How to work with units¶

Units are a very important part of any scientific work. Units are also a common source of problems when multiple people are working with the same data. Sometimes this has far-reaching consequences as demonstrated by the Mars Climate Orbiter incident. This document explains the possibilities and best practices when working with units within the NOMAD infrastructure.

Available unit names¶

The available unit names are controlled by the nomad/units/defaults_en.txt file. This is a plain text file that is internally read by the Pint library that we use for unit transformations in the NOMAD Python backend. These definitions and the associated conversion factors are then used always when transforming between two units in the NOMAD platform. Our graphical user interface also performs unit conversions in Javascript, and the same definitions and conversion factors are translated to the frontend through an environment config file (env.js).

It is possible to add new units in this file to make them available both in the Python and in the Javascript environment. You can read more on how units are defined here.

All units support the use of SI-prefixes. This means that if the unit meter has been defined, you are able to then automatically use kilometers, centimeters, millimeters, etc.

Defining units for storing data¶

From a practical point of view, there needs to be single choice for the unit in which the data is stored on hard disks, databases or in search engines. This choice is controlled by the unit attribute of a Quantity:

from nomad.metainfo import Quantity

my_energies = Quantity(
  dtype=float,
  unit='eV'
)

The data will always be stored in this unit and will be returned in this unit when using e.g. the API.

Using units in Python¶

When creating custom schemas or parsers in the NOMAD framework, it is important to use the same unit definitions and conversion factors throughout. You should never define custom unit conversion routines of factors, but instead use the nomad.units package. This is important to ensure the interoperability of data.
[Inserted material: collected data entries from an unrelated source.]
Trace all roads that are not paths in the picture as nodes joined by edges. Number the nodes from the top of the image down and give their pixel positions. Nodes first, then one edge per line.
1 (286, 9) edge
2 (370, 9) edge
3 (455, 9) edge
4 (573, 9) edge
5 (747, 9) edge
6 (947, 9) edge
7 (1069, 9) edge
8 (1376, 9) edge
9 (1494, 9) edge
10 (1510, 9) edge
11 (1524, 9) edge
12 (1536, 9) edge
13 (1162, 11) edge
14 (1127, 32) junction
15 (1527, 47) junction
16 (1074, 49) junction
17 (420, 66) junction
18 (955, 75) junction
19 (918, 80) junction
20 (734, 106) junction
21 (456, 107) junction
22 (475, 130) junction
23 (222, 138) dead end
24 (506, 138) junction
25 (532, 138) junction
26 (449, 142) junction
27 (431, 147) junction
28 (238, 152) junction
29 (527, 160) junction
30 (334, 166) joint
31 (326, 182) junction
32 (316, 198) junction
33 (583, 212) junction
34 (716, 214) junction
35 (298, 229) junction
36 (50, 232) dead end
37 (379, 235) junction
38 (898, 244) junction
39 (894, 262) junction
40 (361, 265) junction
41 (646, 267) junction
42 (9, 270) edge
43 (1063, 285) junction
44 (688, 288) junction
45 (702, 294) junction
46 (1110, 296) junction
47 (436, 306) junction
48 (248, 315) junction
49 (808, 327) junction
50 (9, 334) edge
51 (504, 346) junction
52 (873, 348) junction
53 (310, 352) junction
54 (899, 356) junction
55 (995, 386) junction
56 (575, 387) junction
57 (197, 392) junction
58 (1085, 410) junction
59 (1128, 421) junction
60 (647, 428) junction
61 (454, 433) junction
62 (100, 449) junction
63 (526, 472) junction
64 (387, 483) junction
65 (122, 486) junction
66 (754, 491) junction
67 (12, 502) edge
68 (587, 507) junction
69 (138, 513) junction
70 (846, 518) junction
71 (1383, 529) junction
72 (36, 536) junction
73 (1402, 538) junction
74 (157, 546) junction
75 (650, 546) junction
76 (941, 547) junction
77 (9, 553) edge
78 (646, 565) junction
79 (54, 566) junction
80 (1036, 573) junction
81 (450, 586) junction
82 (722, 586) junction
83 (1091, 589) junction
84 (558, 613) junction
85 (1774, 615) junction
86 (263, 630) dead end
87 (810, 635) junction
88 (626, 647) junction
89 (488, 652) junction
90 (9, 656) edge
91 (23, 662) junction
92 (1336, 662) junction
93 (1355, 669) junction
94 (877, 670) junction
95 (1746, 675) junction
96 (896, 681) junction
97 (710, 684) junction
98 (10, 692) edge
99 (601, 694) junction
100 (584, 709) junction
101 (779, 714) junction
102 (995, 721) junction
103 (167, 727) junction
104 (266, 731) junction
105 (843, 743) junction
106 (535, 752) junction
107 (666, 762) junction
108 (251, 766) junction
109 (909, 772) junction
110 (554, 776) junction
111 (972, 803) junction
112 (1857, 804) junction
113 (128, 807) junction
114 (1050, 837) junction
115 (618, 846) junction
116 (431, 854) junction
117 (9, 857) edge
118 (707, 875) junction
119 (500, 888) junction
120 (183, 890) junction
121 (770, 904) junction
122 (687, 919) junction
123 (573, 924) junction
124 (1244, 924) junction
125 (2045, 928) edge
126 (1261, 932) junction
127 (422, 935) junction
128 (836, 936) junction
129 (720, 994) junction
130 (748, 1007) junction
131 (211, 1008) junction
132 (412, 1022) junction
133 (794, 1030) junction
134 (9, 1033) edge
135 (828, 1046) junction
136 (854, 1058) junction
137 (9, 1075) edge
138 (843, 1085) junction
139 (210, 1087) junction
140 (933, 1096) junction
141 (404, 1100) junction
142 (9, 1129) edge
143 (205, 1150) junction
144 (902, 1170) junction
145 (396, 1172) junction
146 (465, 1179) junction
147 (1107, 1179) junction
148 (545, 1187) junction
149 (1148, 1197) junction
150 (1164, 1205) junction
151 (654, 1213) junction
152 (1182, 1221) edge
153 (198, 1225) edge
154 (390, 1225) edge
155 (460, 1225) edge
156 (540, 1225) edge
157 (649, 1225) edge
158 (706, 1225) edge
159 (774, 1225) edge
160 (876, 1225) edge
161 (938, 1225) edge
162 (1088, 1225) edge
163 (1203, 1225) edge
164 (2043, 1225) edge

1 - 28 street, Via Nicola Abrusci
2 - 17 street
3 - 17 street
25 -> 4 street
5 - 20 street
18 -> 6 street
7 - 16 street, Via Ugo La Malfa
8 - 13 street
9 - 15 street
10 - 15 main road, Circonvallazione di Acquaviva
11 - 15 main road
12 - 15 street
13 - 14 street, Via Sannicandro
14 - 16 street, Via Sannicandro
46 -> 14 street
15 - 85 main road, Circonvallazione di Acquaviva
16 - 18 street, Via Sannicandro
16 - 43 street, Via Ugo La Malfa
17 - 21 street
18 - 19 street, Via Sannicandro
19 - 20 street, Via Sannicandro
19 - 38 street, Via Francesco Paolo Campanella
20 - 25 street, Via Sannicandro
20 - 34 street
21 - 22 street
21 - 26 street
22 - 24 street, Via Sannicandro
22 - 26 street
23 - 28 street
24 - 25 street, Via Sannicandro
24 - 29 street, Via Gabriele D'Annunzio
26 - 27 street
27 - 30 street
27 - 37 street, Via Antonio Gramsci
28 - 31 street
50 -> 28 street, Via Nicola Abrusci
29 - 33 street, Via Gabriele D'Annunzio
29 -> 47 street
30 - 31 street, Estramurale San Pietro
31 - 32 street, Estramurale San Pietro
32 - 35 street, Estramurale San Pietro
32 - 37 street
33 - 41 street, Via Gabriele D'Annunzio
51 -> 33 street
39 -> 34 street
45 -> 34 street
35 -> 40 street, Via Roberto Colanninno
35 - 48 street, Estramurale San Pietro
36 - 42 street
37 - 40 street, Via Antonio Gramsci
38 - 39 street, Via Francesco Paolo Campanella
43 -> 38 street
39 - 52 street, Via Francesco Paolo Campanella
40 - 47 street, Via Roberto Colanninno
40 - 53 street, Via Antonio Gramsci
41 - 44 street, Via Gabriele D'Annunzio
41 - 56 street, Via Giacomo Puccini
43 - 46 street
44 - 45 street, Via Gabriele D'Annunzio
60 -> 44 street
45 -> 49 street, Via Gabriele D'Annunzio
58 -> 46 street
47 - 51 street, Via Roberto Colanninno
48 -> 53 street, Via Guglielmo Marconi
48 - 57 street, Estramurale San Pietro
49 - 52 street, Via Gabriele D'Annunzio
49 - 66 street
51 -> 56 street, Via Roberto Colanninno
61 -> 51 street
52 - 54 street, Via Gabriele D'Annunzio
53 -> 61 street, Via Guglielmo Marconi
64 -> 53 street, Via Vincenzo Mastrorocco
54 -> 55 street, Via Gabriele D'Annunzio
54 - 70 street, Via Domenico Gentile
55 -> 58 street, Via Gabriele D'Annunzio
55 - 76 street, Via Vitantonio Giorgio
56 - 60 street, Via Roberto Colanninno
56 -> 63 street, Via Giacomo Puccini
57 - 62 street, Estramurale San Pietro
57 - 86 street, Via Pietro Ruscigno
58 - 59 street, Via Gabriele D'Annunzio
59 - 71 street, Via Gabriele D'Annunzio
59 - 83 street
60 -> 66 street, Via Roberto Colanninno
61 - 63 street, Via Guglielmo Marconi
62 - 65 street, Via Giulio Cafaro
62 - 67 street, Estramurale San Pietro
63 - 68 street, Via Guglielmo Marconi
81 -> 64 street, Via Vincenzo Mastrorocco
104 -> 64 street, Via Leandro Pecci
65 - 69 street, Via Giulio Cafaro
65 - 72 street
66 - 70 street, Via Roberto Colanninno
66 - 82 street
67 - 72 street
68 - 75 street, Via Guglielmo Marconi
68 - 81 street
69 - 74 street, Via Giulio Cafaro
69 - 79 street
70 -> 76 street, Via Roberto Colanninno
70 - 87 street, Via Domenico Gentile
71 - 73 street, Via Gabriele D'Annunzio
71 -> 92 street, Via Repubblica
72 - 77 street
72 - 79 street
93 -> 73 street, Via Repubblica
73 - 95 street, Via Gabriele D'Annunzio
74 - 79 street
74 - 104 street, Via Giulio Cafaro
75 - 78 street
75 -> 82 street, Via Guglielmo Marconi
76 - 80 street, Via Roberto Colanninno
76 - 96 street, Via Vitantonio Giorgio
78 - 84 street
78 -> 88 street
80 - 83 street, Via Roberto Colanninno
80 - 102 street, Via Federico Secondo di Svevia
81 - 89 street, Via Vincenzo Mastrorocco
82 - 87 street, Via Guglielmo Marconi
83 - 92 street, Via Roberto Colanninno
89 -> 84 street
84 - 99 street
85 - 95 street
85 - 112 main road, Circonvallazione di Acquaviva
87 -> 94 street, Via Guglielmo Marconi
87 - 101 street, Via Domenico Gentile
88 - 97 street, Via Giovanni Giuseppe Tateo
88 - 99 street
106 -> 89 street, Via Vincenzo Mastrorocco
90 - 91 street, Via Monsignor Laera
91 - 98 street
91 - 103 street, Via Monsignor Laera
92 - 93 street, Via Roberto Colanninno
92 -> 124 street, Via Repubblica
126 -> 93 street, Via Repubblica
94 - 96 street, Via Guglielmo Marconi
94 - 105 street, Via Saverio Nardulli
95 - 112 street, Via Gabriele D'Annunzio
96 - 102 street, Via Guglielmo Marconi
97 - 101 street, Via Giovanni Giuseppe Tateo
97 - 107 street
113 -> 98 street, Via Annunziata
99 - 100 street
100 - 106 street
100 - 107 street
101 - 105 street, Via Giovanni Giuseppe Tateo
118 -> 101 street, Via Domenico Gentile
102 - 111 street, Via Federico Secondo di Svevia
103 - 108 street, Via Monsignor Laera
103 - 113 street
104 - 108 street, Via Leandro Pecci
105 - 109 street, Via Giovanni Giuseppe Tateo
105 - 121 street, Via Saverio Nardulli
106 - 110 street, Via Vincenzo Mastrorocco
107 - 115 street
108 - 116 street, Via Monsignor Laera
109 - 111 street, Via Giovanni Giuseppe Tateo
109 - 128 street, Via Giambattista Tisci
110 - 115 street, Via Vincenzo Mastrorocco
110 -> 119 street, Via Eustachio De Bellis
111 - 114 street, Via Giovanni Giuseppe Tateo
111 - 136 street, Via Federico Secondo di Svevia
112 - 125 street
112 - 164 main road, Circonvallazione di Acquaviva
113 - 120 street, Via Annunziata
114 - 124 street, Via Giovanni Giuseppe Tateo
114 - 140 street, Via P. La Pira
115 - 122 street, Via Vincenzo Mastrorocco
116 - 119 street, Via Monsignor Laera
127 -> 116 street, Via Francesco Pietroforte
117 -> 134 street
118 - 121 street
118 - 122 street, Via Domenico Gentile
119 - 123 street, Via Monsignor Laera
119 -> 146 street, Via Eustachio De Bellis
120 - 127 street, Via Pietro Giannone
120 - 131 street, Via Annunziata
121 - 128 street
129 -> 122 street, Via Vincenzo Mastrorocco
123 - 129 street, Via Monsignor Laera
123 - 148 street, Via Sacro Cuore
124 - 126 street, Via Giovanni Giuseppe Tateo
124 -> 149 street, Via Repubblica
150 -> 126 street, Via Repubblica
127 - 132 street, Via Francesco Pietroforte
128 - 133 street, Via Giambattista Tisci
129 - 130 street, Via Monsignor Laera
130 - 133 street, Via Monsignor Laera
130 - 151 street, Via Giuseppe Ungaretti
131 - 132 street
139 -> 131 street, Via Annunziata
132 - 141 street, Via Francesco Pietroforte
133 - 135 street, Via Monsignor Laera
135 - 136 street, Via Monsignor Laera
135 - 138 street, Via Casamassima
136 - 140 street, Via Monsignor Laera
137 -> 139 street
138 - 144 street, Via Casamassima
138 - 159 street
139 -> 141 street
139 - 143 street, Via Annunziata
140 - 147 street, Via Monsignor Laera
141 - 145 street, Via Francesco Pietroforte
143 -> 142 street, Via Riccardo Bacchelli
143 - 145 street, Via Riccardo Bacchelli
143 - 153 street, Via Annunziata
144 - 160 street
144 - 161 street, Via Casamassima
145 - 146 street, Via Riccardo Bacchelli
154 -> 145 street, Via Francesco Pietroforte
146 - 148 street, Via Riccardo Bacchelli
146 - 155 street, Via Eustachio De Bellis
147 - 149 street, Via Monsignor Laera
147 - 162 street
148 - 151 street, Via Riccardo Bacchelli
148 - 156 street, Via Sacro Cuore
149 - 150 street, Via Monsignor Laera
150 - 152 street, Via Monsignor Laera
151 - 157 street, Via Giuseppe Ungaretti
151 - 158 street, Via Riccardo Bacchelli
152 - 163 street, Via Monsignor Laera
Here is an example of how you could work with units in Python:

import numpy as np
from nomad.units import ureg  # Always import from here, never use another registry!

from nomad.metainfo import MSection, Quantity


# Here is a section with a quantity definition
class MySection(MSection):
    my_energies = Quantity(
        type=np.float64,
        shape=[2],
        unit='eV'
    )


my_section = MySection()

# If we assign a plain number array to a quantity, it is assumed to be given in
# the units defined in the Quantity
energies = np.array([1, 1])
my_section.my_energies = energies
print(my_section.my_energies)  # [1 1] electron_volt

# We can make a plain number array into a Pint Quantity by multiplying with
# a unit
energies_with_unit = energies * ureg('hartree')

# All numpy operations still work as normal, but the unit information is always
# stored alongside
energies_with_unit *= 10

# If you now assign this data into a NOMAD Quantity, the unit conversion is done
# automatically
my_section.my_energies = energies_with_unit
print(my_section.my_energies)  # [272.11386245988473 272.11386245988473] electron_volt

Defining units for displaying data¶

When data is being displayed by the GUI, the unit can be choosen independently from the unit used in storing the data. There are several reasons for doing this:

Maybe the unit is stored in SI units for consistency, but when viewing the data you want to view it in some more field-specific units
Maybe the unit is stored in some field specific units, but when demonstrating your work you wish to use more standardized units.
Maybe due to your background, you are more familiar with a specific unit, and viewing the data in this unit helps you to understand it better. E.g. a physicist might be familiar with working with electron volts, whereas a chemist might prefer kilocalorie per mole.

Currently the display unit is controlled through the ELN annotation, like this:

distance = Quantity(
  dtype=float,
  unit='meter',
  a_eln=dict(defaultDisplayUnit='millimeter')
)